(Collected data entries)
Start of Block
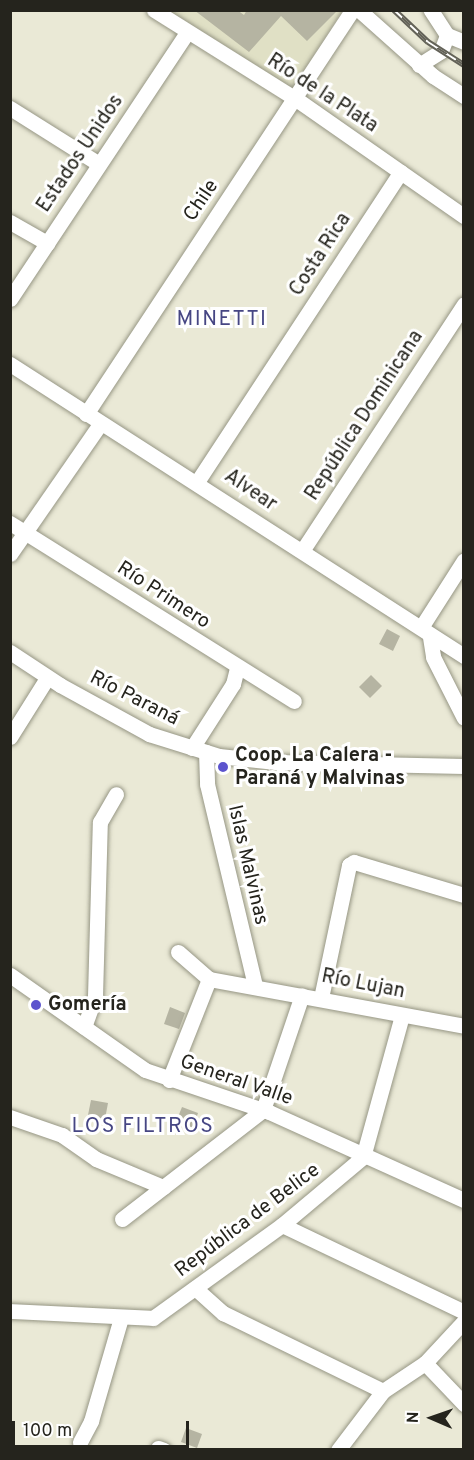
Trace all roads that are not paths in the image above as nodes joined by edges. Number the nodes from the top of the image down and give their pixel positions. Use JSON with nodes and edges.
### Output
{"nodes":[{"id":1,"x":154,"y":10,"type":"edge"},
{"id":2,"x":352,"y":10,"type":"edge"},
{"id":3,"x":359,"y":10,"type":"edge"},
{"id":4,"x":431,"y":10,"type":"edge"},
{"id":5,"x":187,"y":33,"type":"junction"},
{"id":6,"x":447,"y":35,"type":"junction"},
{"id":7,"x":464,"y":42,"type":"edge"},
{"id":8,"x":419,"y":65,"type":"junction"},
{"id":9,"x":464,"y":96,"type":"edge"},
{"id":10,"x":296,"y":99,"type":"junction"},
{"id":11,"x":10,"y":108,"type":"edge"},
{"id":12,"x":99,"y":164,"type":"junction"},
{"id":13,"x":401,"y":172,"type":"junction"},
{"id":14,"x":464,"y":216,"type":"edge"},
{"id":15,"x":10,"y":222,"type":"edge"},
{"id":16,"x":47,"y":243,"type":"junction"},
{"id":17,"x":10,"y":299,"type":"edge"},
{"id":18,"x":464,"y":304,"type":"edge"},
{"id":19,"x":10,"y":363,"type":"edge"},
{"id":20,"x":86,"y":414,"type":"junction"},
{"id":21,"x":100,"y":424,"type":"junction"},
{"id":22,"x":197,"y":482,"type":"junction"},
{"id":23,"x":10,"y":523,"type":"edge"},
{"id":24,"x":24,"y":533,"type":"junction"},
{"id":25,"x":302,"y":551,"type":"junction"},
{"id":26,"x":10,"y":554,"type":"edge"},
{"id":27,"x":464,"y":560,"type":"edge"},
{"id":28,"x":426,"y":631,"type":"junction"},
{"id":29,"x":10,"y":652,"type":"edge"},
{"id":30,"x":464,"y":656,"type":"edge"},
{"id":31,"x":237,"y":668,"type":"junction"},
{"id":32,"x":47,"y":678,"type":"junction"},
{"id":33,"x":294,"y":701,"type":"dead end"},
{"id":34,"x":464,"y":718,"type":"edge"},
{"id":35,"x":10,"y":737,"type":"edge"},
{"id":36,"x":199,"y":750,"type":"junction"},
{"id":37,"x":464,"y":766,"type":"edge"},
{"id":38,"x":116,"y":794,"type":"dead end"},
{"id":39,"x":464,"y":894,"type":"edge"},
{"id":40,"x":178,"y":952,"type":"dead end"},
{"id":41,"x":10,"y":975,"type":"edge"},
{"id":42,"x":211,"y":979,"type":"junction"},
{"id":43,"x":255,"y":986,"type":"junction"},
{"id":44,"x":302,"y":995,"type":"junction"},
{"id":45,"x":321,"y":998,"type":"junction"},
{"id":46,"x":402,"y":1015,"type":"junction"},
{"id":47,"x":464,"y":1026,"type":"edge"},
{"id":48,"x":84,"y":1027,"type":"junction"},
{"id":49,"x":169,"y":1080,"type":"junction"},
{"id":50,"x":263,"y":1110,"type":"junction"},
{"id":51,"x":10,"y":1117,"type":"edge"},
{"id":52,"x":363,"y":1157,"type":"junction"},
{"id":53,"x":164,"y":1187,"type":"junction"},
{"id":54,"x":463,"y":1199,"type":"edge"},
{"id":55,"x":122,"y":1219,"type":"dead end"},
{"id":56,"x":282,"y":1225,"type":"junction"},
{"id":57,"x":195,"y":1288,"type":"junction"},
{"id":58,"x":10,"y":1311,"type":"edge"},
{"id":59,"x":464,"y":1312,"type":"edge"},
{"id":60,"x":121,"y":1318,"type":"junction"},
{"id":61,"x":464,"y":1321,"type":"edge"},
{"id":62,"x":425,"y":1364,"type":"junction"},
{"id":63,"x":383,"y":1391,"type":"junction"},
{"id":64,"x":464,"y":1404,"type":"edge"},
{"id":65,"x":80,"y":1442,"type":"dead end"},
{"id":66,"x":338,"y":1449,"type":"edge"}],
"edges":[{"from":1,"to":5,"type":"street","name":"Río de la Plata"},
{"from":2,"to":10,"type":"street","name":"Chile"},
{"from":3,"to":8,"type":"street"},
{"from":4,"to":6,"type":"street"},
{"from":5,"to":10,"type":"street","name":"Río de la Plata"},
{"from":5,"to":12,"type":"street","name":"Estados Unidos"},
{"from":6,"to":7,"type":"street"},
{"from":6,"to":8,"type":"street"},
{"from":8,"to":9,"type":"street"},
{"from":10,"to":13,"type":"street","name":"Río de la Plata"},
{"from":10,"to":20,"type":"street","name":"Chile"},
{"from":11,"to":12,"type":"street"},
{"from":12,"to":16,"type":"street","name":"Estados Unidos"},
{"from":13,"to":14,"type":"street","name":"Río de la Plata"},
{"from":13,"to":22,"type":"street","name":"Costa Rica"},
{"from":15,"to":16,"type":"street"},
{"from":16,"to":17,"type":"street","name":"Estados Unidos"},
{"from":18,"to":25,"type":"street","name":"República Dominicana"},
{"from":19,"to":20,"type":"street","name":"Alvear"},
{"from":20,"to":21,"type":"street","name":"Alvear"},
{"from":21,"to":22,"type":"street","name":"Alvear"},
{"from":21,"to":24,"type":"street"},
{"from":22,"to":25,"type":"street","name":"Alvear"},
{"from":23,"to":24,"type":"street","name":"Río Primero"},
{"from":24,"to":26,"type":"street"},
{"from":24,"to":31,"type":"street","name":"Río Primero"},
{"from":25,"to":28,"type":"street","name":"Alvear"},
{"from":27,"to":28,"type":"street"},
{"from":28,"to":30,"type":"street","name":"Alvear"},
{"from":28,"to":34,"type":"street"},
{"from":29,"to":32,"type":"street","name":"Río Paraná"},
{"from":31,"to":33,"type":"street","name":"Río Primero"},
{"from":31,"to":36,"type":"street"},
{"from":32,"to":35,"type":"street"},
{"from":32,"to":36,"type":"street","name":"Río Paraná"},
{"from":36,"to":37,"type":"street","name":"Río Paraná"},
{"from":36,"to":43,"type":"street","name":"Islas Malvinas"},
{"from":38,"to":48,"type":"street"},
{"from":39,"to":45,"type":"street"},
{"from":40,"to":42,"type":"street"},
{"from":41,"to":48,"type":"street","name":"General Valle"},
{"from":42,"to":43,"type":"street","name":"Río Lujan"},
{"from":42,"to":49,"type":"street"},
{"from":43,"to":44,"type":"street","name":"Río Lujan"},
{"from":44,"to":45,"type":"street","name":"Río Lujan"},
{"from":44,"to":50,"type":"street"},
{"from":45,"to":46,"type":"street","name":"Río Lujan"},
{"from":46,"to":47,"type":"street","name":"Río Lujan"},
{"from":46,"to":52,"type":"street"},
{"from":48,"to":49,"type":"street","name":"General Valle"},
{"from":49,"to":50,"type":"street","name":"General Valle"},
{"from":50,"to":52,"type":"street","name":"General Valle"},
{"from":50,"to":53,"type":"street"},
{"from":51,"to":53,"type":"street"},
{"from":52,"to":54,"type":"street","name":"General Valle"},
{"from":52,"to":56,"type":"street","name":"República de Belice"},
{"from":53,"to":55,"type":"street"},
{"from":56,"to":57,"type":"street","name":"República de Belice"},
{"from":56,"to":59,"type":"street"},
{"from":57,"to":60,"type":"street","name":"República de Belice"},
{"from":57,"to":63,"type":"street"},
{"from":58,"to":60,"type":"street","name":"República de Belice"},
{"from":60,"to":65,"type":"street"},
{"from":61,"to":62,"type":"street"},
{"from":62,"to":63,"type":"street"},
{"from":62,"to":64,"type":"street"},
{"from":63,"to":66,"type":"street"}]}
End of Block
What is expected: All lines in the records above with "Valle" need to be found and copied.

Exercise result:
{"from":41,"to":48,"type":"street","name":"General Valle"},
{"from":48,"to":49,"type":"street","name":"General Valle"},
{"from":49,"to":50,"type":"street","name":"General Valle"},
{"from":50,"to":52,"type":"street","name":"General Valle"},
{"from":52,"to":54,"type":"street","name":"General Valle"},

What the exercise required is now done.